Décio pescador, contador de causos e outras mentiras

Décio era uma figura lendária. Sua chegada era fácil de se prever: um, dois, três... onze cachorros! E lá vinha ele, empurrando seu carrinho de mão, cachimbo balançando entre os lábios, quase sempre apagado. Por onde passava era uma alegria só. Suas histórias eram ouvidas e reouvidas à exaustão. O curioso era que o causo, mesmo que não fosse inédito - e geralmente não era - ia recebendo elementos novos a cada interpretação. Morava na bucólica cidade interiorana de Tomazina. Na juventude fora mergulhador, ajudava no resgate de afogados no Rio Cinzas. O peso dos anos e a nicotina tiraram-lhe o fôlego para o mergulho. Com o passar do tempo, suas caçadas, pescarias e outras aventuras, reais ou fruto do seu imaginário, foram ficando para trás.
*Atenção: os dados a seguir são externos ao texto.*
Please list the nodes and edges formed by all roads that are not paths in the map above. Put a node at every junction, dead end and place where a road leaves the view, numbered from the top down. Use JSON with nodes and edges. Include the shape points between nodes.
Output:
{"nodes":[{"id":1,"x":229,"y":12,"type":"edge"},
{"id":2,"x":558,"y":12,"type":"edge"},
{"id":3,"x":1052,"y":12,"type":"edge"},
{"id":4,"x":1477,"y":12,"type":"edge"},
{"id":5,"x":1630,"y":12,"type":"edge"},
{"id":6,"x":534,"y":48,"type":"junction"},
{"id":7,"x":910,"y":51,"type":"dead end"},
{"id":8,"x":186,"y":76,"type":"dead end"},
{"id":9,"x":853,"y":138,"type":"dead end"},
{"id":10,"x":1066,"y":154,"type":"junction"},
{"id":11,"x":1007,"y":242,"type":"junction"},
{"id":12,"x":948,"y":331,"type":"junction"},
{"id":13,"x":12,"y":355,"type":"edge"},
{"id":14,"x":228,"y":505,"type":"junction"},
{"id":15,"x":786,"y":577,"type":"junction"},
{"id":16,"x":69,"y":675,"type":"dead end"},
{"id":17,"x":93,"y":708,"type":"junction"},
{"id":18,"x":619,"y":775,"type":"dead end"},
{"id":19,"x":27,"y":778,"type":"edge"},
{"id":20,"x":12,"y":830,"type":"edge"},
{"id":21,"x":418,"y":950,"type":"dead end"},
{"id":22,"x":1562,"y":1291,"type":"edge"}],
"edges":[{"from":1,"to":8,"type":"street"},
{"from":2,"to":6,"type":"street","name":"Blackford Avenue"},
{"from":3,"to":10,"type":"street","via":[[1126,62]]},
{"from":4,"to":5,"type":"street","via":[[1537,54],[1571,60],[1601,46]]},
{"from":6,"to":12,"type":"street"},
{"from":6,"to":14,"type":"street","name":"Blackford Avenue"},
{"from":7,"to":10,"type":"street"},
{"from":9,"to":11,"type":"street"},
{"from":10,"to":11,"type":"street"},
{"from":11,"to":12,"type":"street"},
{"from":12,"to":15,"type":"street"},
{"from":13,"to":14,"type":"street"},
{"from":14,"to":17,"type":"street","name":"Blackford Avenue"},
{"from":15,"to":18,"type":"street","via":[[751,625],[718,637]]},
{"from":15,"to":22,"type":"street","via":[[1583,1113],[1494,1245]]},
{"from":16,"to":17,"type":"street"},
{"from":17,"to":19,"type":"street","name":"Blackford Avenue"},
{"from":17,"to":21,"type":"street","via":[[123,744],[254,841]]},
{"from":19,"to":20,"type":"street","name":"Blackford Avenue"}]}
Só restaram os relatos. Ah, os relatos... Décio tecia verdadeiras pérolas, as quais recheava de exageros absurdos e criativos, que primavam pela originalidade.

Numa delas, contava, em tom sério - "eu jamais contei uma mentira", moço - sobre uma pescaria no Cinzas. Ancorou seu bote perto da corredeira de baixo, ligou seu radinho de pilha e jogou seu sondar (linha de mão), à espera dos mandis. A água estava correntosa, e vez em quando precisa dar umas remadinhas para deixar o bote na direção do cardume, como costumava ensinar. Numa dessas manobras, fisgou um peixe. O pequeno barco retorceu, e sua linha atingiu o rádio, que foi às águas. Lamentando pela perda do aparelho, consolava-se pelo tamanho do peixe. Segundo ele, poucos tinham pescado um mandi tão grande naquele rio.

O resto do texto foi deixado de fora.